▸ Data for analysis:
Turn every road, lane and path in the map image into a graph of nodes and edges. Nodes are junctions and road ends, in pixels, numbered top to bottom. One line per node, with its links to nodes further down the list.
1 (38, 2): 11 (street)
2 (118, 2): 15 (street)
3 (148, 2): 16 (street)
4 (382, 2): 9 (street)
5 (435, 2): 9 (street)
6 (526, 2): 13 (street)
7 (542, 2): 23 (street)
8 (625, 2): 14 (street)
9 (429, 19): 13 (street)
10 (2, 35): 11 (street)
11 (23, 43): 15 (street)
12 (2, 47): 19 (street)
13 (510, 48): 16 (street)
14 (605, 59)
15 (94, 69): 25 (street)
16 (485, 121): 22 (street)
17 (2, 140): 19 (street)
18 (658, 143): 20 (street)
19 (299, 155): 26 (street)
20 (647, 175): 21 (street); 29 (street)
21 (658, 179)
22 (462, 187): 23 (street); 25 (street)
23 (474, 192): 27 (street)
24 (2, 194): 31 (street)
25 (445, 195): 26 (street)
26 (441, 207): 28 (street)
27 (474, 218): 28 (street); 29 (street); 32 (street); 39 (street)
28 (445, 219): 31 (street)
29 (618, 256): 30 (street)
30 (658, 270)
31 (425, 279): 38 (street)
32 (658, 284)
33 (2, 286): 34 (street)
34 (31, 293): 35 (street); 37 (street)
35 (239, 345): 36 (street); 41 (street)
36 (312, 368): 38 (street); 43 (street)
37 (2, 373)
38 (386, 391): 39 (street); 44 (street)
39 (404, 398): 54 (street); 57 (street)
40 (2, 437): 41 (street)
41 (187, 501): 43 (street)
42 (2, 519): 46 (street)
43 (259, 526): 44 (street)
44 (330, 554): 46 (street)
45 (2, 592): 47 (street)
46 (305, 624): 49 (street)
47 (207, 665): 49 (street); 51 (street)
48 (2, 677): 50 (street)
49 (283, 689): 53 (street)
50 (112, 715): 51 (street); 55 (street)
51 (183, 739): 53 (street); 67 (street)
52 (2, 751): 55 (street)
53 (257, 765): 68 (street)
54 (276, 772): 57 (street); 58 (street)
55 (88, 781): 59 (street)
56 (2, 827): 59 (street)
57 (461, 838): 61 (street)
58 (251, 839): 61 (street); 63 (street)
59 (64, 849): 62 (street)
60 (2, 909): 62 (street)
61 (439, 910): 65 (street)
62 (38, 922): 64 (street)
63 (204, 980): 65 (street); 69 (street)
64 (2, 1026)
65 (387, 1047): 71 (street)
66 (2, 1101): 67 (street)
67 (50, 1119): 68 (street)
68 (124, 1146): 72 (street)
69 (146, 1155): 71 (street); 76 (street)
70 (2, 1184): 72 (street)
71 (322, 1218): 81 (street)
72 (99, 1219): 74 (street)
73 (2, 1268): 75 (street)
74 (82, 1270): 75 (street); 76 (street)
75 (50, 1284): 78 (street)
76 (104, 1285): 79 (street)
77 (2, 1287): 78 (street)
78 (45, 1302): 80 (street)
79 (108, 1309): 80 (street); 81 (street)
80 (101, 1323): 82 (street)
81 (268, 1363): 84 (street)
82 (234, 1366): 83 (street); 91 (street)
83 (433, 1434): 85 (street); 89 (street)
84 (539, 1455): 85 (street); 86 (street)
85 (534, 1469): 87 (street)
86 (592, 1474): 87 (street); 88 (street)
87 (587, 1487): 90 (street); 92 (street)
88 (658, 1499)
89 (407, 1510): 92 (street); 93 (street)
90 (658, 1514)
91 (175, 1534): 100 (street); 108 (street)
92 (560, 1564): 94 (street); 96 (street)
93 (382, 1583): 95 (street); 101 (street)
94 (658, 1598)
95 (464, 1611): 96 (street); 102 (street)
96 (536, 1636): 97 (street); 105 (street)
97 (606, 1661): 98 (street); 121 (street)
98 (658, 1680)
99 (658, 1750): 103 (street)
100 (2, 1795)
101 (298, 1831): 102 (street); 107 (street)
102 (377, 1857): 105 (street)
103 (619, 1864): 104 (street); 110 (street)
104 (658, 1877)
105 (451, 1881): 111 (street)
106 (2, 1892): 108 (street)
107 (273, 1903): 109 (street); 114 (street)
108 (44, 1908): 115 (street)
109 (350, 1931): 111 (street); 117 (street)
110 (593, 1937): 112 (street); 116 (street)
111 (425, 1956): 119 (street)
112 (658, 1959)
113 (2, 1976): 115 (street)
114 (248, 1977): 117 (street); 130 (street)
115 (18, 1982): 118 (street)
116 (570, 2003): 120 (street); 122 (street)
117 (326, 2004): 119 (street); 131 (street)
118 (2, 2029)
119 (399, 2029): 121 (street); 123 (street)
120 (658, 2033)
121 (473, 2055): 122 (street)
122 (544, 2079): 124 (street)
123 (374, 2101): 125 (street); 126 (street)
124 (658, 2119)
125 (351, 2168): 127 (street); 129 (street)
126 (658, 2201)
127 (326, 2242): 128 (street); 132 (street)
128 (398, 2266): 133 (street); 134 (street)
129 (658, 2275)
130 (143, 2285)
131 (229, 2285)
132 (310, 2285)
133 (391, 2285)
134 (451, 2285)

▸ Exercise description: Repeat every entry above exactly, leaving nothing out.

▸ Written reply:
Turn every road, lane and path in the map image into a graph of nodes and edges. Nodes are junctions and road ends, in pixels, numbered top to bottom. One line per node, with its links to nodes further down the list.
1 (38, 2): 11 (street)
2 (118, 2): 15 (street)
3 (148, 2): 16 (street)
4 (382, 2): 9 (street)
5 (435, 2): 9 (street)
6 (526, 2): 13 (street)
7 (542, 2): 23 (street)
8 (625, 2): 14 (street)
9 (429, 19): 13 (street)
10 (2, 35): 11 (street)
11 (23, 43): 15 (street)
12 (2, 47): 19 (street)
13 (510, 48): 16 (street)
14 (605, 59)
15 (94, 69): 25 (street)
16 (485, 121): 22 (street)
17 (2, 140): 19 (street)
18 (658, 143): 20 (street)
19 (299, 155): 26 (street)
20 (647, 175): 21 (street); 29 (street)
21 (658, 179)
22 (462, 187): 23 (street); 25 (street)
23 (474, 192): 27 (street)
24 (2, 194): 31 (street)
25 (445, 195): 26 (street)
26 (441, 207): 28 (street)
27 (474, 218): 28 (street); 29 (street); 32 (street); 39 (street)
28 (445, 219): 31 (street)
29 (618, 256): 30 (street)
30 (658, 270)
31 (425, 279): 38 (street)
32 (658, 284)
33 (2, 286): 34 (street)
34 (31, 293): 35 (street); 37 (street)
35 (239, 345): 36 (street); 41 (street)
36 (312, 368): 38 (street); 43 (street)
37 (2, 373)
38 (386, 391): 39 (street); 44 (street)
39 (404, 398): 54 (street); 57 (street)
40 (2, 437): 41 (street)
41 (187, 501): 43 (street)
42 (2, 519): 46 (street)
43 (259, 526): 44 (street)
44 (330, 554): 46 (street)
45 (2, 592): 47 (street)
46 (305, 624): 49 (street)
47 (207, 665): 49 (street); 51 (street)
48 (2, 677): 50 (street)
49 (283, 689): 53 (street)
50 (112, 715): 51 (street); 55 (street)
51 (183, 739): 53 (street); 67 (street)
52 (2, 751): 55 (street)
53 (257, 765): 68 (street)
54 (276, 772): 57 (street); 58 (street)
55 (88, 781): 59 (street)
56 (2, 827): 59 (street)
57 (461, 838): 61 (street)
58 (251, 839): 61 (street); 63 (street)
59 (64, 849): 62 (street)
60 (2, 909): 62 (street)
61 (439, 910): 65 (street)
62 (38, 922): 64 (street)
63 (204, 980): 65 (street); 69 (street)
64 (2, 1026)
65 (387, 1047): 71 (street)
66 (2, 1101): 67 (street)
67 (50, 1119): 68 (street)
68 (124, 1146): 72 (street)
69 (146, 1155): 71 (street); 76 (street)
70 (2, 1184): 72 (street)
71 (322, 1218): 81 (street)
72 (99, 1219): 74 (street)
73 (2, 1268): 75 (street)
74 (82, 1270): 75 (street); 76 (street)
75 (50, 1284): 78 (street)
76 (104, 1285): 79 (street)
77 (2, 1287): 78 (street)
78 (45, 1302): 80 (street)
79 (108, 1309): 80 (street); 81 (street)
80 (101, 1323): 82 (street)
81 (268, 1363): 84 (street)
82 (234, 1366): 83 (street); 91 (street)
83 (433, 1434): 85 (street); 89 (street)
84 (539, 1455): 85 (street); 86 (street)
85 (534, 1469): 87 (street)
86 (592, 1474): 87 (street); 88 (street)
87 (587, 1487): 90 (street); 92 (street)
88 (658, 1499)
89 (407, 1510): 92 (street); 93 (street)
90 (658, 1514)
91 (175, 1534): 100 (street); 108 (street)
92 (560, 1564): 94 (street); 96 (street)
93 (382, 1583): 95 (street); 101 (street)
94 (658, 1598)
95 (464, 1611): 96 (street); 102 (street)
96 (536, 1636): 97 (street); 105 (street)
97 (606, 1661): 98 (street); 121 (street)
98 (658, 1680)
99 (658, 1750): 103 (street)
100 (2, 1795)
101 (298, 1831): 102 (street); 107 (street)
102 (377, 1857): 105 (street)
103 (619, 1864): 104 (street); 110 (street)
104 (658, 1877)
105 (451, 1881): 111 (street)
106 (2, 1892): 108 (street)
107 (273, 1903): 109 (street); 114 (street)
108 (44, 1908): 115 (street)
109 (350, 1931): 111 (street); 117 (street)
110 (593, 1937): 112 (street); 116 (street)
111 (425, 1956): 119 (street)
112 (658, 1959)
113 (2, 1976): 115 (street)
114 (248, 1977): 117 (street); 130 (street)
115 (18, 1982): 118 (street)
116 (570, 2003): 120 (street); 122 (street)
117 (326, 2004): 119 (street); 131 (street)
118 (2, 2029)
119 (399, 2029): 121 (street); 123 (street)
120 (658, 2033)
121 (473, 2055): 122 (street)
122 (544, 2079): 124 (street)
123 (374, 2101): 125 (street); 126 (street)
124 (658, 2119)
125 (351, 2168): 127 (street); 129 (street)
126 (658, 2201)
127 (326, 2242): 128 (street); 132 (street)
128 (398, 2266): 133 (street); 134 (street)
129 (658, 2275)
130 (143, 2285)
131 (229, 2285)
132 (310, 2285)
133 (391, 2285)
134 (451, 2285)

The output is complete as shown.